▸ **WHAT TO PRODUCE**:
The records below need to be repeated exactly, though not their pictures.

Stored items

------------------------------------------------

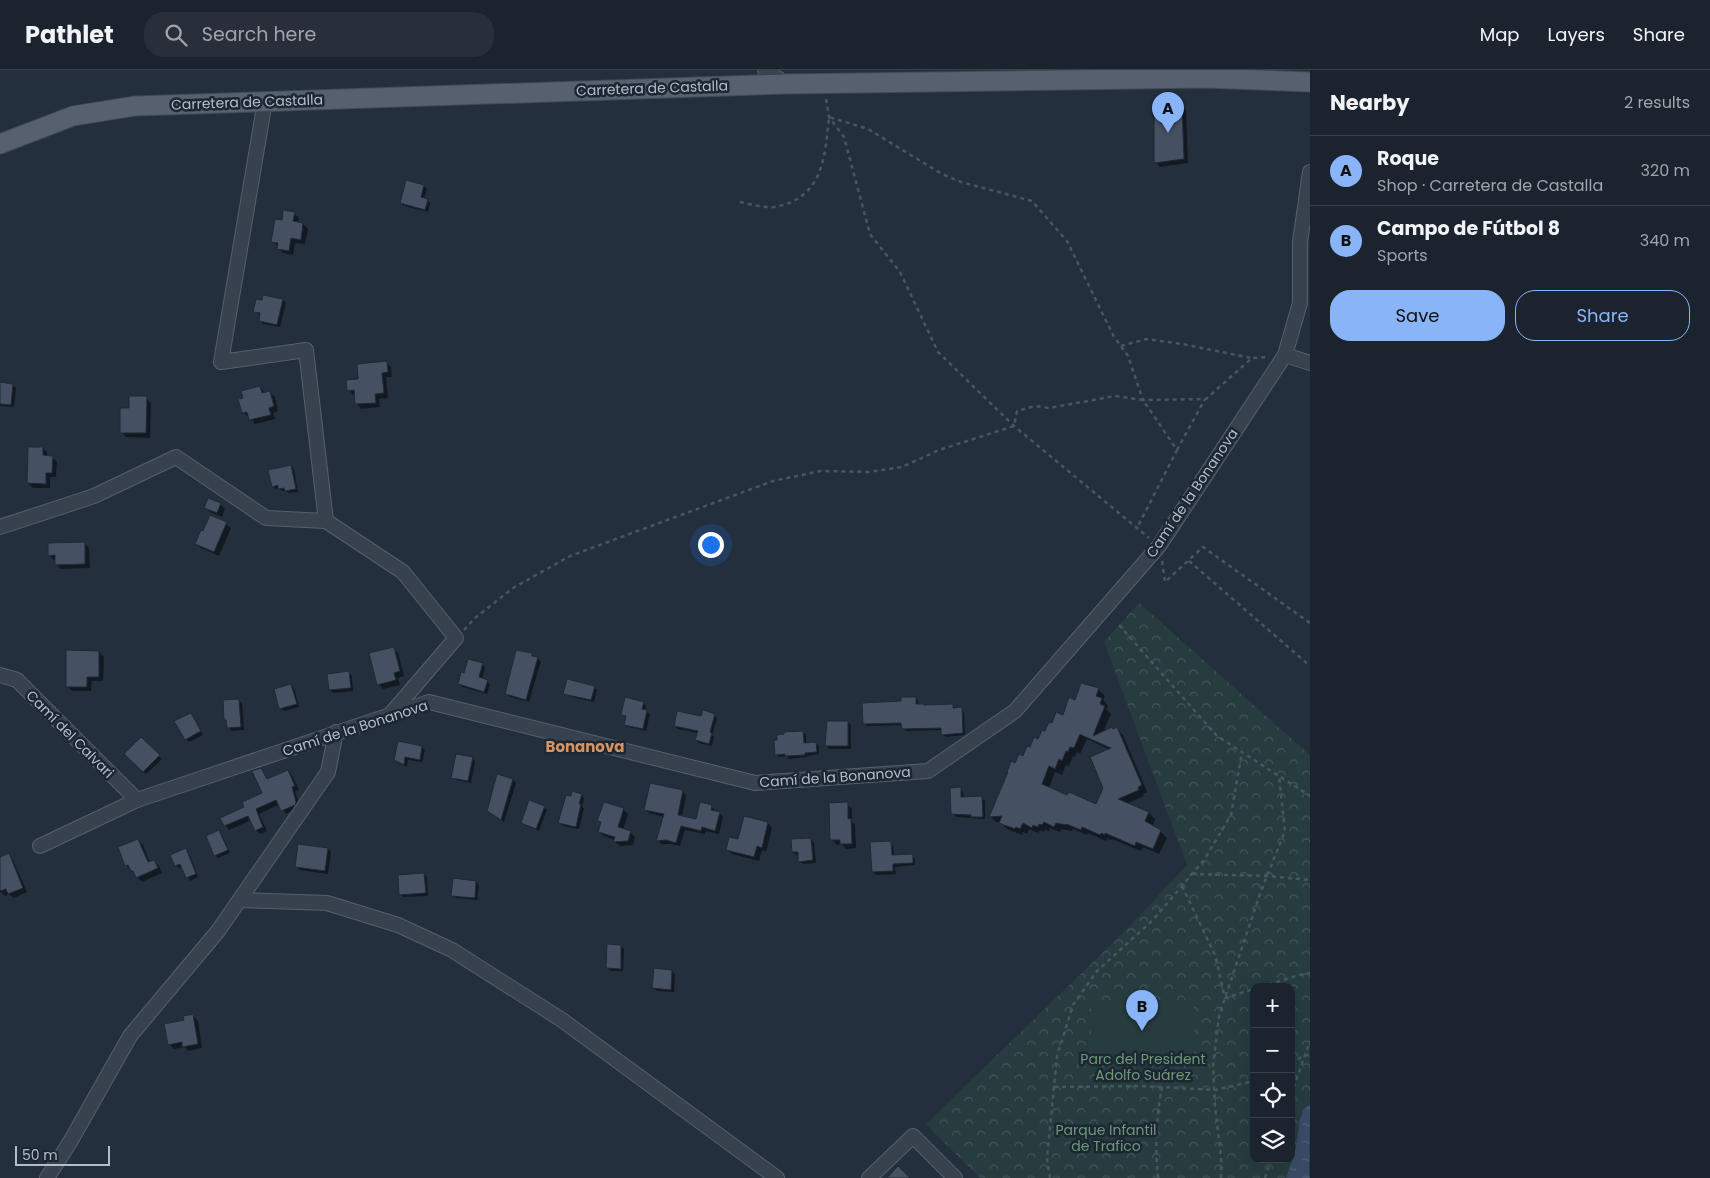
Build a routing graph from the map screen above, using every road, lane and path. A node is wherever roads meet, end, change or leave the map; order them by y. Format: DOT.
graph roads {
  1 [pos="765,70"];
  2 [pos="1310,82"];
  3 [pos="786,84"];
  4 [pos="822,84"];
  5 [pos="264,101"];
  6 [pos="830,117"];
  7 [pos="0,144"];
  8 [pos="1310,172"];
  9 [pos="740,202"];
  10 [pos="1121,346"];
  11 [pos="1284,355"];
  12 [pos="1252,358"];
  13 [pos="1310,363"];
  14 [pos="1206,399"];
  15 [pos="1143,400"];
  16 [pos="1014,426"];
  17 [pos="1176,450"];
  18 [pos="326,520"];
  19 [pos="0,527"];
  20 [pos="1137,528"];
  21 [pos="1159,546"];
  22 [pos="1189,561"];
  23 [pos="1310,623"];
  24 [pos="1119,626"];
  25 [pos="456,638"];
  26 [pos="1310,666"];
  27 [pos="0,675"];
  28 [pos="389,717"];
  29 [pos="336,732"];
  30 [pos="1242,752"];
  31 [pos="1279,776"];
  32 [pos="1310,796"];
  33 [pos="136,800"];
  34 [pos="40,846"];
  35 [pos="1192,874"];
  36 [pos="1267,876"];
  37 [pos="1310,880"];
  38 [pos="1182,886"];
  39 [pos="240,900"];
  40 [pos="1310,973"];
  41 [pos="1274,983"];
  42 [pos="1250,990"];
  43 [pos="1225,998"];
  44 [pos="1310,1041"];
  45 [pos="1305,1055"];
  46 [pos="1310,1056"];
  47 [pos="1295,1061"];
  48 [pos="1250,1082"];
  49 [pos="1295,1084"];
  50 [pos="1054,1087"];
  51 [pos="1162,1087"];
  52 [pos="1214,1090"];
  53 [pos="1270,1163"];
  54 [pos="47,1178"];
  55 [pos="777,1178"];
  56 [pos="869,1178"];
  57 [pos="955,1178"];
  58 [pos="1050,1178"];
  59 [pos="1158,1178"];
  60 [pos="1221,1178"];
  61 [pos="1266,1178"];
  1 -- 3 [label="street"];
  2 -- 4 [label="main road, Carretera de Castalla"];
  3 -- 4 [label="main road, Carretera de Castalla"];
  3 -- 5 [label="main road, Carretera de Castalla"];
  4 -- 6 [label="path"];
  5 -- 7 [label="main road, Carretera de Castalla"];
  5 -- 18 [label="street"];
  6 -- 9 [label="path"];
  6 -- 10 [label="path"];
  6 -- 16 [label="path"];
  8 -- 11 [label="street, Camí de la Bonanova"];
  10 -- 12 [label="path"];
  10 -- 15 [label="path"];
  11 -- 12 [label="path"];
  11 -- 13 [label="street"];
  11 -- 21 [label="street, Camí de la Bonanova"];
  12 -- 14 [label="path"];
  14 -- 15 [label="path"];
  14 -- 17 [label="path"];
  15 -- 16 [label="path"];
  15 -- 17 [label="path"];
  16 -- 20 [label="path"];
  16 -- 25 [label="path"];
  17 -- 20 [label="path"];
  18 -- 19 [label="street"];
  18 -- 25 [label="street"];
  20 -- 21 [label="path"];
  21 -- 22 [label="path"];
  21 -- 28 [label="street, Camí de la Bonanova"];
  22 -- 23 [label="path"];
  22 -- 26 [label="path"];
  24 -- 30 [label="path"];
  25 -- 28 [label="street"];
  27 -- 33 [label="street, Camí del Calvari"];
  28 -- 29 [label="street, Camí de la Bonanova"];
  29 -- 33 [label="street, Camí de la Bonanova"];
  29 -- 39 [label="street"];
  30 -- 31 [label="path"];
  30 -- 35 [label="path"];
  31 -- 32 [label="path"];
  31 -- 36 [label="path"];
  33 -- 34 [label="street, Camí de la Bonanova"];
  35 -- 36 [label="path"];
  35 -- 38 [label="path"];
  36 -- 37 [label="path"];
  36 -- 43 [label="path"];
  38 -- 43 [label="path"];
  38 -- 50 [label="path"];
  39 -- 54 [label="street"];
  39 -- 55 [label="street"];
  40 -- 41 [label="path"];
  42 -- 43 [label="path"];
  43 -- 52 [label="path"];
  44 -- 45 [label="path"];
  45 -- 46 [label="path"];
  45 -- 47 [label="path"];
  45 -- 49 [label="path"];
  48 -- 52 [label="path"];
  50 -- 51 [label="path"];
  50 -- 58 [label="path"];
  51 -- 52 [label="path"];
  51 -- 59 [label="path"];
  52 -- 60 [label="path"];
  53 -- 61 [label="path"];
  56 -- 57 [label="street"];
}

------------------------------------------------

▸ **FINISHED EXERCISE**:
Build a routing graph from the map screen above, using every road, lane and path. A node is wherever roads meet, end, change or leave the map; order them by y. Format: DOT.
graph roads {
  1 [pos="765,70"];
  2 [pos="1310,82"];
  3 [pos="786,84"];
  4 [pos="822,84"];
  5 [pos="264,101"];
  6 [pos="830,117"];
  7 [pos="0,144"];
  8 [pos="1310,172"];
  9 [pos="740,202"];
  10 [pos="1121,346"];
  11 [pos="1284,355"];
  12 [pos="1252,358"];
  13 [pos="1310,363"];
  14 [pos="1206,399"];
  15 [pos="1143,400"];
  16 [pos="1014,426"];
  17 [pos="1176,450"];
  18 [pos="326,520"];
  19 [pos="0,527"];
  20 [pos="1137,528"];
  21 [pos="1159,546"];
  22 [pos="1189,561"];
  23 [pos="1310,623"];
  24 [pos="1119,626"];
  25 [pos="456,638"];
  26 [pos="1310,666"];
  27 [pos="0,675"];
  28 [pos="389,717"];
  29 [pos="336,732"];
  30 [pos="1242,752"];
  31 [pos="1279,776"];
  32 [pos="1310,796"];
  33 [pos="136,800"];
  34 [pos="40,846"];
  35 [pos="1192,874"];
  36 [pos="1267,876"];
  37 [pos="1310,880"];
  38 [pos="1182,886"];
  39 [pos="240,900"];
  40 [pos="1310,973"];
  41 [pos="1274,983"];
  42 [pos="1250,990"];
  43 [pos="1225,998"];
  44 [pos="1310,1041"];
  45 [pos="1305,1055"];
  46 [pos="1310,1056"];
  47 [pos="1295,1061"];
  48 [pos="1250,1082"];
  49 [pos="1295,1084"];
  50 [pos="1054,1087"];
  51 [pos="1162,1087"];
  52 [pos="1214,1090"];
  53 [pos="1270,1163"];
  54 [pos="47,1178"];
  55 [pos="777,1178"];
  56 [pos="869,1178"];
  57 [pos="955,1178"];
  58 [pos="1050,1178"];
  59 [pos="1158,1178"];
  60 [pos="1221,1178"];
  61 [pos="1266,1178"];
  1 -- 3 [label="street"];
  2 -- 4 [label="main road, Carretera de Castalla"];
  3 -- 4 [label="main road, Carretera de Castalla"];
  3 -- 5 [label="main road, Carretera de Castalla"];
  4 -- 6 [label="path"];
  5 -- 7 [label="main road, Carretera de Castalla"];
  5 -- 18 [label="street"];
  6 -- 9 [label="path"];
  6 -- 10 [label="path"];
  6 -- 16 [label="path"];
  8 -- 11 [label="street, Camí de la Bonanova"];
  10 -- 12 [label="path"];
  10 -- 15 [label="path"];
  11 -- 12 [label="path"];
  11 -- 13 [label="street"];
  11 -- 21 [label="street, Camí de la Bonanova"];
  12 -- 14 [label="path"];
  14 -- 15 [label="path"];
  14 -- 17 [label="path"];
  15 -- 16 [label="path"];
  15 -- 17 [label="path"];
  16 -- 20 [label="path"];
  16 -- 25 [label="path"];
  17 -- 20 [label="path"];
  18 -- 19 [label="street"];
  18 -- 25 [label="street"];
  20 -- 21 [label="path"];
  21 -- 22 [label="path"];
  21 -- 28 [label="street, Camí de la Bonanova"];
  22 -- 23 [label="path"];
  22 -- 26 [label="path"];
  24 -- 30 [label="path"];
  25 -- 28 [label="street"];
  27 -- 33 [label="street, Camí del Calvari"];
  28 -- 29 [label="street, Camí de la Bonanova"];
  29 -- 33 [label="street, Camí de la Bonanova"];
  29 -- 39 [label="street"];
  30 -- 31 [label="path"];
  30 -- 35 [label="path"];
  31 -- 32 [label="path"];
  31 -- 36 [label="path"];
  33 -- 34 [label="street, Camí de la Bonanova"];
  35 -- 36 [label="path"];
  35 -- 38 [label="path"];
  36 -- 37 [label="path"];
  36 -- 43 [label="path"];
  38 -- 43 [label="path"];
  38 -- 50 [label="path"];
  39 -- 54 [label="street"];
  39 -- 55 [label="street"];
  40 -- 41 [label="path"];
  42 -- 43 [label="path"];
  43 -- 52 [label="path"];
  44 -- 45 [label="path"];
  45 -- 46 [label="path"];
  45 -- 47 [label="path"];
  45 -- 49 [label="path"];
  48 -- 52 [label="path"];
  50 -- 51 [label="path"];
  50 -- 58 [label="path"];
  51 -- 52 [label="path"];
  51 -- 59 [label="path"];
  52 -- 60 [label="path"];
  53 -- 61 [label="path"];
  56 -- 57 [label="street"];
}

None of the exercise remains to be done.